Thom Green,Still crazy after all these years!
76' 250 MC5 (orginal owner)
74'250 hare scrambler (project)
74' 1/2 440 maico
78' 440 maico
72' cr125 Husky (project)
93' RMx 250 suzuki

Thom Green,Still crazy after all these years!
74\\\' 1/2 440 maico
70\\\' 400 maico (project)
93\\\' RMx 250 suzuki
2004 Suzuki DL1000
1988 Honda Gl 1500
2009 KTM 400 XC-W

Rob Thatcher

I am nearing completion on my 72 Jackpiner and have seen a couple of postings about grounding directly to the head.  Does anyone have any pictures of the set up?

brian kirby

Like I said, my first bad Motoplat experience was with my brand new '82 Husky 125. If you rode it every weekend, it would start and run fine. If you went two weekends between rides, we had to pull it off behind my Dad's XR200R. It was not flooded, it just wouldnt start unless you pulled it off, then I'd run fine. Husky replaced the Motoplat and the second one did the same thing. The "new" '83 WR175 Husky I just bought last month has a failing Motoplat, but I am going to put an MZ-B on it before it becomes #6.

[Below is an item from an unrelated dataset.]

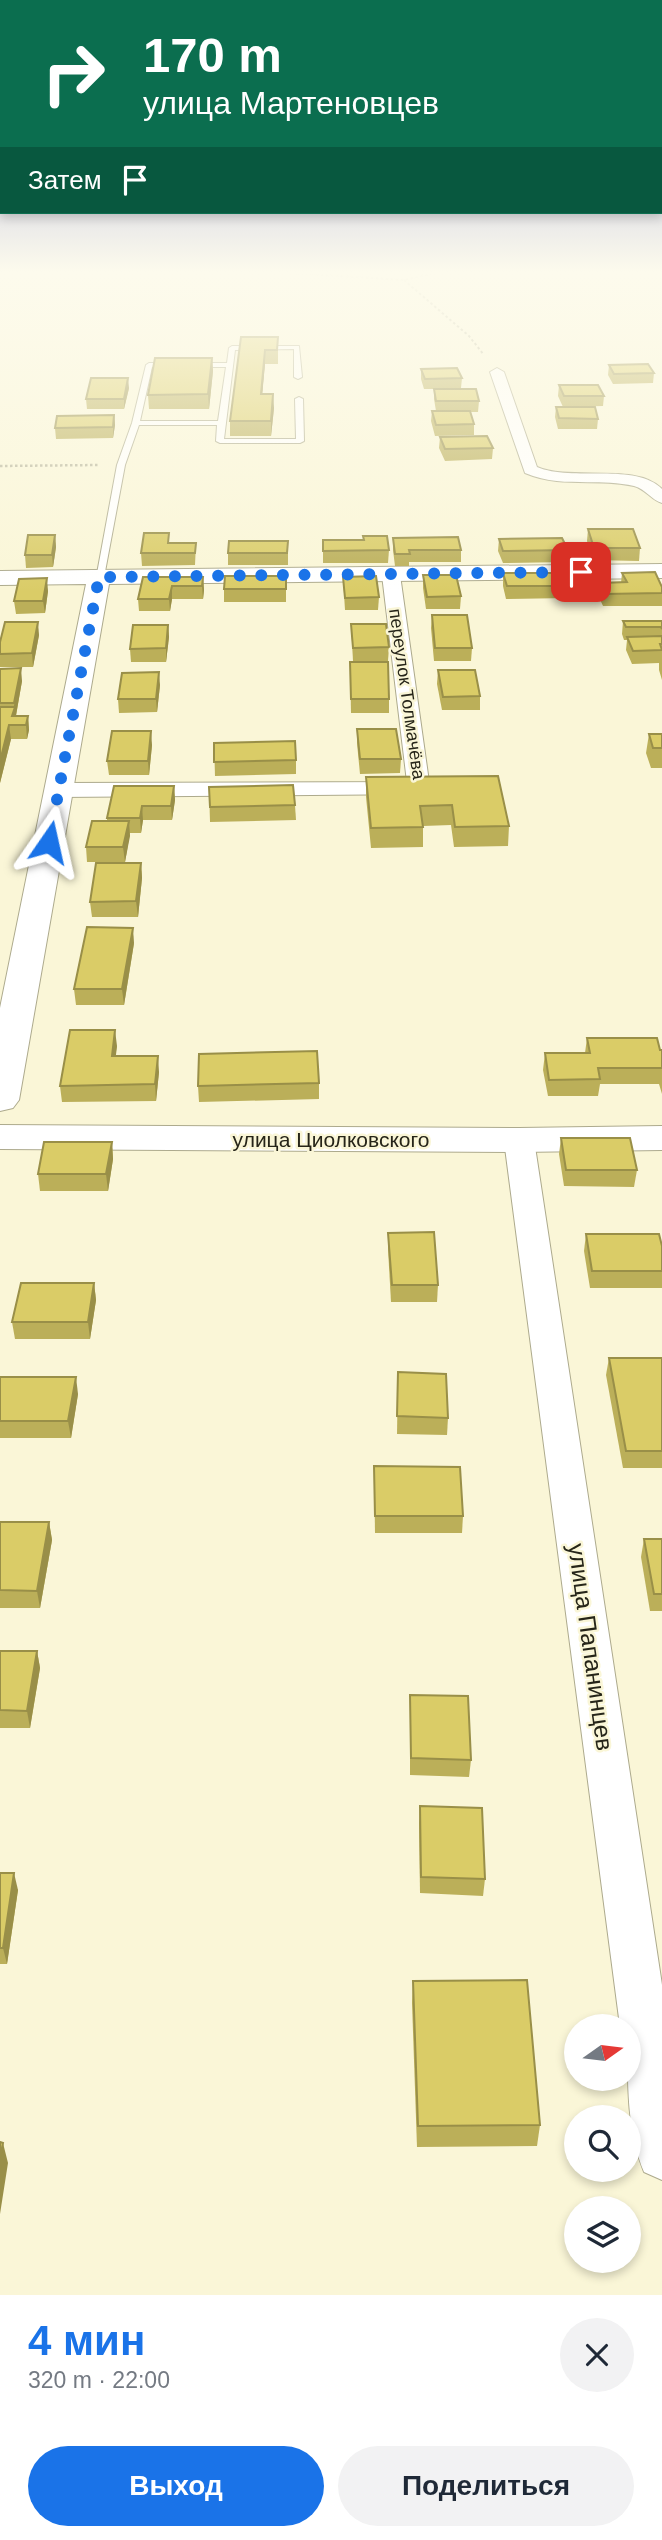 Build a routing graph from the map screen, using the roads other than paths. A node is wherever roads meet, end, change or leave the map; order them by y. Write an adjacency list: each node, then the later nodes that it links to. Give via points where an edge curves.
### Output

The first recent one was on the '79 Maico 4 years ago. I did all the things mentioned here, cleaned the frame to case contacts, cleaned behind the stator plate and the cases, cleaned the coil to frame contacts and added another ground wire. Everyone assured me it was not the Motoplat but the jetting or a carb issue or an air leak or something. I tried 3-4 carbs, and jetted them all until I was so frustrated I was about to stop working on it completely, give up and stick it in a corner. Against all the advice of others as a last ditch effort I ordered a PVL and installed it. The bike started on the 2nd kick and has run perfectly since. I had two more fail, and watched probably 4 others fail in bikes my family were riding, then last Oct at Barber the one in the 77 MC5 400 engine which is now in a 74.5 chassis failed Sunday morning of the VMX races after working fine the day before. I'm going to put a PVL or more likely an MZ-B on it before Unadilla. The year before at Barber, the Motoplat in my Cousin's '74 Mag 250 Husky failed in the CC race, but Roger Paris was there that year so we took a PVL off one of his bikes put it on my Cousin Jeff's bike and Ernie sent Roger a new PVL to replace that one.

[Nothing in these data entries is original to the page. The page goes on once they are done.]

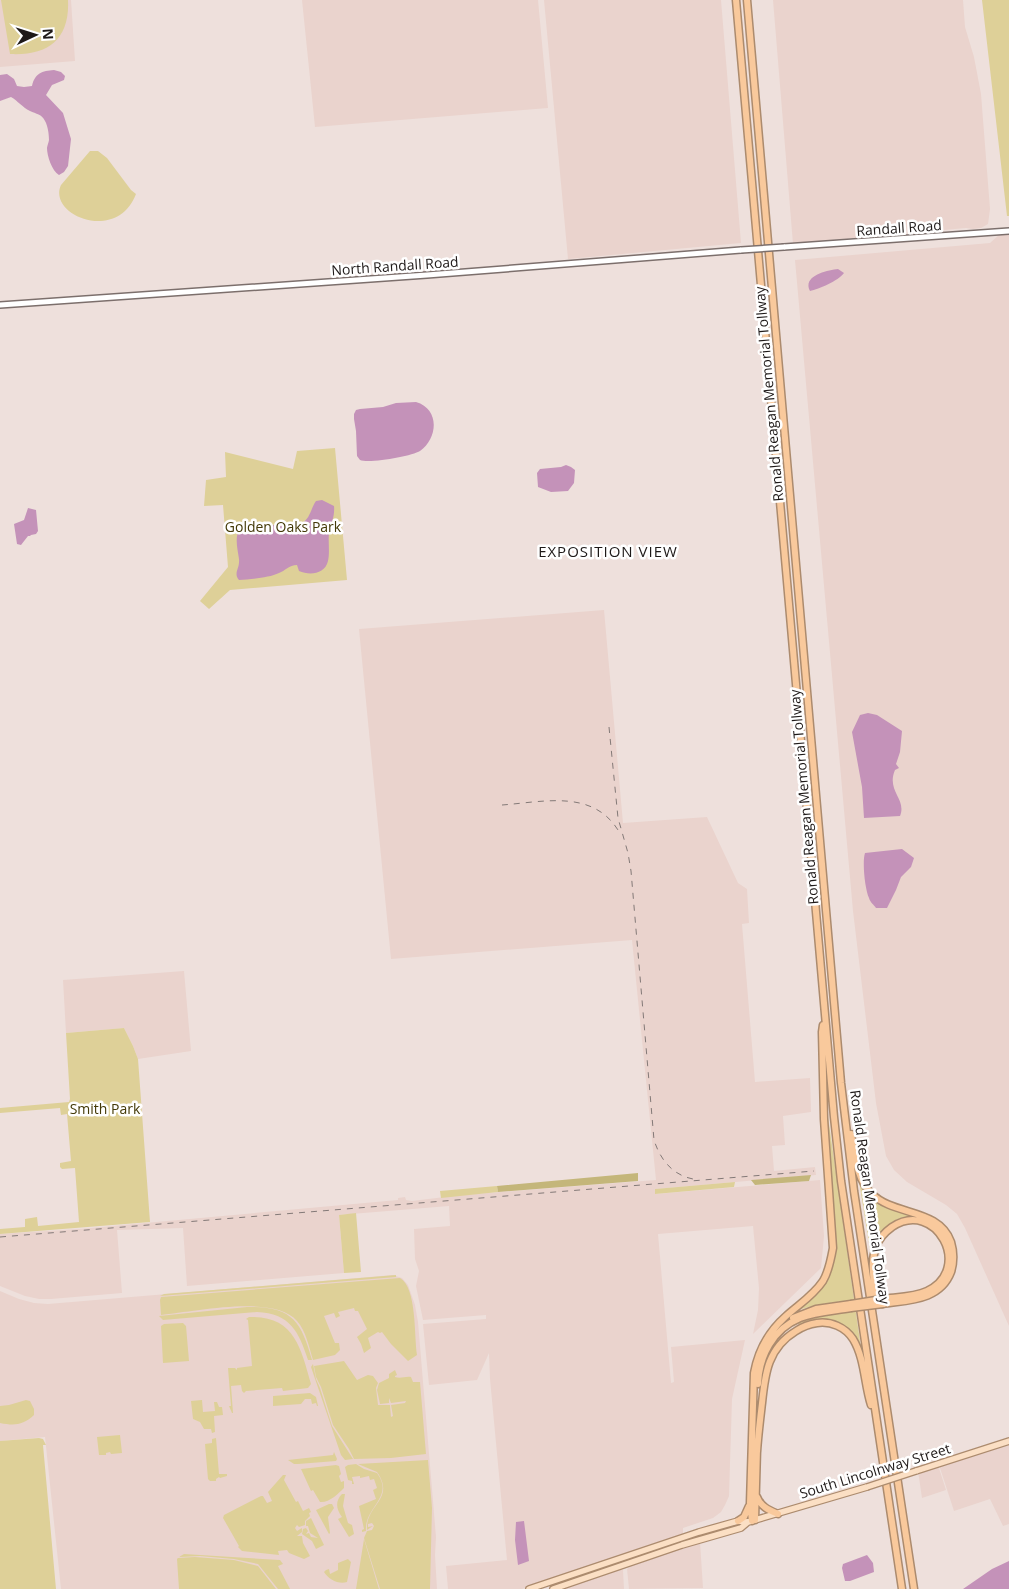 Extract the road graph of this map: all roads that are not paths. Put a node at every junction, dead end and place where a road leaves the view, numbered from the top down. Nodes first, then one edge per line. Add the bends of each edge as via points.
1 (736, 0) edge
2 (747, 0) edge
3 (1009, 231) edge
4 (791, 246) joint
5 (0, 305) edge
6 (824, 1014) junction
7 (844, 1107) junction
8 (882, 1301) junction
9 (851, 1306) junction
10 (873, 1315) junction
11 (767, 1339) junction
12 (878, 1422) junction
13 (1009, 1441) edge
14 (757, 1452) junction
15 (756, 1493) junction
16 (750, 1503) junction
17 (778, 1514) junction
18 (738, 1521) junction
19 (752, 1521) junction
20 (529, 1589) edge
21 (553, 1589) edge
22 (902, 1589) edge
23 (914, 1589) edge

1 - 6 highway, Ronald Reagan Memorial Tollway
2 - 7 highway, Ronald Reagan Memorial Tollway
3 - 4 main road, Randall Road
4 - 5 main road, North Randall Road, bridge
6 - 11 highway via 824,1119 833,1248 830,1266 813,1293 785,1316
6 - 12 highway, Ronald Reagan Memorial Tollway via 841,1182
7 - 8 highway via 864,1185 873,1196 886,1203 932,1220 949,1237 953,1247 952,1270 942,1287 933,1294
7 - 10 highway, Ronald Reagan Memorial Tollway
8 - 9 highway, bridge
8 - 10 highway via 926,1291 943,1278 948,1265 947,1244 942,1235 926,1222 898,1223 879,1240 872,1267
9 - 11 highway via 816,1309 796,1316
9 - 14 highway via 799,1319 772,1340 760,1362
10 - 23 highway, Ronald Reagan Memorial Tollway
11 - 16 highway via 754,1373
12 - 14 highway via 852,1338 833,1324 820,1322 791,1334 770,1358 764,1378
12 - 22 highway, Ronald Reagan Memorial Tollway
13 - 17 main road, South Lincolnway Street, bridge
14 - 15 highway
15 - 17 highway via 762,1505
15 - 19 highway
16 - 18 highway via 744,1517
16 - 19 highway
17 - 19 main road, South Lincolnway Street
18 - 19 main road, South Lincolnway Street
18 - 20 main road, South Lincolnway Street
19 - 21 main road, South Lincolnway Street via 741,1528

I read about the experiences of people I trust completely, like the folks here on the POG and elsewhere too, saying they have had great luck with Motoplat ignitions. I have no reason to doubt that, but I personally have not and in fact I have probably lost $2000 in fuel and entry fee costs over the years to Motoplats failing at races. IMO taking a bike with a Motoplat to a race is playing Russian Roulette.

Brian
Brian

brian kirby

Speaking of PVL/MZ-B, does anyone know why the MZB part number for the 175-400 Pentons are the same, but the 400 has a different number from the rest in the PVL? MZB 40360 for all, PVL 70060 for the 125-250 70177 for the 400, which is also the same for the later 270/350, 420-440-495-500-550. Different timing curve maybe?

Brian
Brian

Big Mac

I've had 7 Penton/KTMs, 3 Huskys and a bunch of parts bikes and have never found a Motoplat on any of them that DIDN'T work, never had one hiccup or fail...better do some knocking on wood. I even found a used parts-bike CZ Motoplat that was made as an aftermarket item back in the day, put it on a CZ 400 to replace the stock points set up, woke it right up and ran like a champ for several years that way. So far, so good. [8D]

Jon McLean
Lake Grove, OR
Jon McLean
Lake Grove, OR

rob w

Though that is one of the symptoms of a bad coil, which Bob had described.
I was riding an enduro about 6 years ago on my Mint 400. Thought I was in trouble and stuck in the woods when the bike was hot. Would not start. Luckily when it cooled down - it started.

Steve Minor

Baub...I had the exact same thing happen to me at an ISDTRR Zink Ranch one year on my 77 400 GS6.